Exercise objective
Read the records and gather each line that includes "graph".

Records to process
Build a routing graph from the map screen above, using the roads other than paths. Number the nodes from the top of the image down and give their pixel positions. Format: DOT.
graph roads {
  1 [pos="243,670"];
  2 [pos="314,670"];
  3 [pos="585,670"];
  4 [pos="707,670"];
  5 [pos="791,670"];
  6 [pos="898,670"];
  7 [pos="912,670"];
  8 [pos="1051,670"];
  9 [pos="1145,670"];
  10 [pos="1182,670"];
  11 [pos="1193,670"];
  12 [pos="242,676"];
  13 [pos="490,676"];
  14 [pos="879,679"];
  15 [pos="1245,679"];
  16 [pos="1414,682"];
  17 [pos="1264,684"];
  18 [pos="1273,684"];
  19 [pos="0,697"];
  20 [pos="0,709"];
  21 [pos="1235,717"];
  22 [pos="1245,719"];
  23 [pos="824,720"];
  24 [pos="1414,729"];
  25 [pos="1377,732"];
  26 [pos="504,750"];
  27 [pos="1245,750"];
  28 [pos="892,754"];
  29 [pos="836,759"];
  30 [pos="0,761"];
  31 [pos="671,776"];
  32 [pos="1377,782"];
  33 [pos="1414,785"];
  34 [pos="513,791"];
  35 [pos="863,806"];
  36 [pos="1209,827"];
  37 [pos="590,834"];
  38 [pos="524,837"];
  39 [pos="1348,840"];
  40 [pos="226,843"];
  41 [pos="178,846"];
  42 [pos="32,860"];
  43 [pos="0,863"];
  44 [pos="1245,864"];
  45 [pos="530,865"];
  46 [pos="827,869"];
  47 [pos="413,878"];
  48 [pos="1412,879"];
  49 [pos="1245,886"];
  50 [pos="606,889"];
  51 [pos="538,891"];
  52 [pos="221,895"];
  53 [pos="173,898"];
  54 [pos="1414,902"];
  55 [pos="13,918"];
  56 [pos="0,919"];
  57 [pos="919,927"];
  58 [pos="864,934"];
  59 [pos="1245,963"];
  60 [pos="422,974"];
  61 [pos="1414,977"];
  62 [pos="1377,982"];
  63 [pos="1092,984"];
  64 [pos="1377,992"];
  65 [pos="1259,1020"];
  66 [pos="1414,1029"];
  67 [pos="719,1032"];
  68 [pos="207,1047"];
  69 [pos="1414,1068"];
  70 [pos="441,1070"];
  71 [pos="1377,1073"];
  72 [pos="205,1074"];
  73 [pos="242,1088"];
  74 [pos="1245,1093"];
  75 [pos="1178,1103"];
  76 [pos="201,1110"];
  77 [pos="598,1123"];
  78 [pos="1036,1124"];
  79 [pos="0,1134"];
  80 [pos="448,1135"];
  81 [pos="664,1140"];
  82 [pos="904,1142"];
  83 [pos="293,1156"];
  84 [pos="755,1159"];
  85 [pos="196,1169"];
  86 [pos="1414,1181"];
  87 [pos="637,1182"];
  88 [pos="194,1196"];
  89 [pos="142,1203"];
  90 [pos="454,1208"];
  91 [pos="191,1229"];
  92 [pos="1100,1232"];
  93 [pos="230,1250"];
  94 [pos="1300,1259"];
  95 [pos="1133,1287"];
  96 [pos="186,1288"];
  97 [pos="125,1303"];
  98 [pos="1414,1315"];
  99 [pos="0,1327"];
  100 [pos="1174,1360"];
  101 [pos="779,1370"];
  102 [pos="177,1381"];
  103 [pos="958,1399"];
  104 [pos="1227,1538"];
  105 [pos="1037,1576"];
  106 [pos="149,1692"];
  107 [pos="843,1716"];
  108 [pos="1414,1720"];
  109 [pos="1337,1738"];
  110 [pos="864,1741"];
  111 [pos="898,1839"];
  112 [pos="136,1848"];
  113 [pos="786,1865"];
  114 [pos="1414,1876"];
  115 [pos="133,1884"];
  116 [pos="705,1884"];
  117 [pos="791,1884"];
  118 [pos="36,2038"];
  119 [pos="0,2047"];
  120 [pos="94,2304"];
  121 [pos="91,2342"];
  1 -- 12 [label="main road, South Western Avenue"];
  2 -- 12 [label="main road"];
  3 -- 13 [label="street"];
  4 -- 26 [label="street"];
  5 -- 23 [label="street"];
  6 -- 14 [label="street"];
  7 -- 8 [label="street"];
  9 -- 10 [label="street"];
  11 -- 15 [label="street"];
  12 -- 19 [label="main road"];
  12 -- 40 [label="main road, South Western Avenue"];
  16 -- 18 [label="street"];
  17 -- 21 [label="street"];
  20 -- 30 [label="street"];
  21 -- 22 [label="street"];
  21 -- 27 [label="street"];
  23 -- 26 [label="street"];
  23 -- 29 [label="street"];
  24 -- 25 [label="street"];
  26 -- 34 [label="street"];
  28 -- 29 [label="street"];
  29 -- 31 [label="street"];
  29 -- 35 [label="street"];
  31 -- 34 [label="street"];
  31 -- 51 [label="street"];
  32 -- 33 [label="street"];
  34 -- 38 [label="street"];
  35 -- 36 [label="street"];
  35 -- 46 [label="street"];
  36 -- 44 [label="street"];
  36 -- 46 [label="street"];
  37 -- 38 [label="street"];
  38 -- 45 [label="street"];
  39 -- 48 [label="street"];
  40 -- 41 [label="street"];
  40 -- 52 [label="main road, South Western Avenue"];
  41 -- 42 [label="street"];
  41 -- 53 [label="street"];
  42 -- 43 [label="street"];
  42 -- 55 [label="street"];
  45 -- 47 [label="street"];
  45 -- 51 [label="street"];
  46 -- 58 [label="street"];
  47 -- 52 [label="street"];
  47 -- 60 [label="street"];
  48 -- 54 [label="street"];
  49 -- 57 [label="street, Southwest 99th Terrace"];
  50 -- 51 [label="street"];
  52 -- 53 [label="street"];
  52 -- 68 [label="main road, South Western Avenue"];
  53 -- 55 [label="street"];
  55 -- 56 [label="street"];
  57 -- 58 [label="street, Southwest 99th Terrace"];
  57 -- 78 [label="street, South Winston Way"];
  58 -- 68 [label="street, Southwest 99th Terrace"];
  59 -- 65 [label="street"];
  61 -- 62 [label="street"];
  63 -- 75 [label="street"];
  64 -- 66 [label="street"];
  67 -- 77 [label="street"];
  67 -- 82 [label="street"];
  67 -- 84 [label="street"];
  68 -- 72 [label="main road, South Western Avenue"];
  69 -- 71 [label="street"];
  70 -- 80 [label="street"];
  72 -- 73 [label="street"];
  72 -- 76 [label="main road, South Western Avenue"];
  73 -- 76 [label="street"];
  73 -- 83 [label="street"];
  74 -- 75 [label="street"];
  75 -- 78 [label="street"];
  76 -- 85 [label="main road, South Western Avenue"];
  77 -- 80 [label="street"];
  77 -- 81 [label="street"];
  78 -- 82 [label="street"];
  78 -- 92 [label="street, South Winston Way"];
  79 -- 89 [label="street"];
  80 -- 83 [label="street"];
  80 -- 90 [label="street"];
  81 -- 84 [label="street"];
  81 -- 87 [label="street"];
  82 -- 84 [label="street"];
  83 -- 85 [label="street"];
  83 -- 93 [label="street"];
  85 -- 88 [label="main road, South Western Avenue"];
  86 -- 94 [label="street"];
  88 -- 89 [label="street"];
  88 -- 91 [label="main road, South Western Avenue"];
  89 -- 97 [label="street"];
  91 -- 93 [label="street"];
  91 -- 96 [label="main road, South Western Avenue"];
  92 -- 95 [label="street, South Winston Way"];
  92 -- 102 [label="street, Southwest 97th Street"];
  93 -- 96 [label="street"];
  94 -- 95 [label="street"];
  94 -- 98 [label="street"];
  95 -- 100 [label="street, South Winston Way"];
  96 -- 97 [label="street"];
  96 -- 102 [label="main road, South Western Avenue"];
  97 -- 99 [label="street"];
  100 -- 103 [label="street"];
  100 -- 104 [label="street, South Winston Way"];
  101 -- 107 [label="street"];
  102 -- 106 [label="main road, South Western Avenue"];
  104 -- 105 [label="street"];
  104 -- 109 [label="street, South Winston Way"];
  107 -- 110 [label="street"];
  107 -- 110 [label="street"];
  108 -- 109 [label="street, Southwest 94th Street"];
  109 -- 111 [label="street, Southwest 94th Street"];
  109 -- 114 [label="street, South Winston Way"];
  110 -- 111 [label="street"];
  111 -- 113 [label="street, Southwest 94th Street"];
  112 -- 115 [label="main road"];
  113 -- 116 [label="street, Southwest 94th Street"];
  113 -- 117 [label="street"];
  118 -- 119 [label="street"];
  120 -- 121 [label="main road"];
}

Finished task
Build a routing graph from the map screen above, using the roads other than paths. Number the nodes from the top of the image down and give their pixel positions. Format: DOT.
graph roads {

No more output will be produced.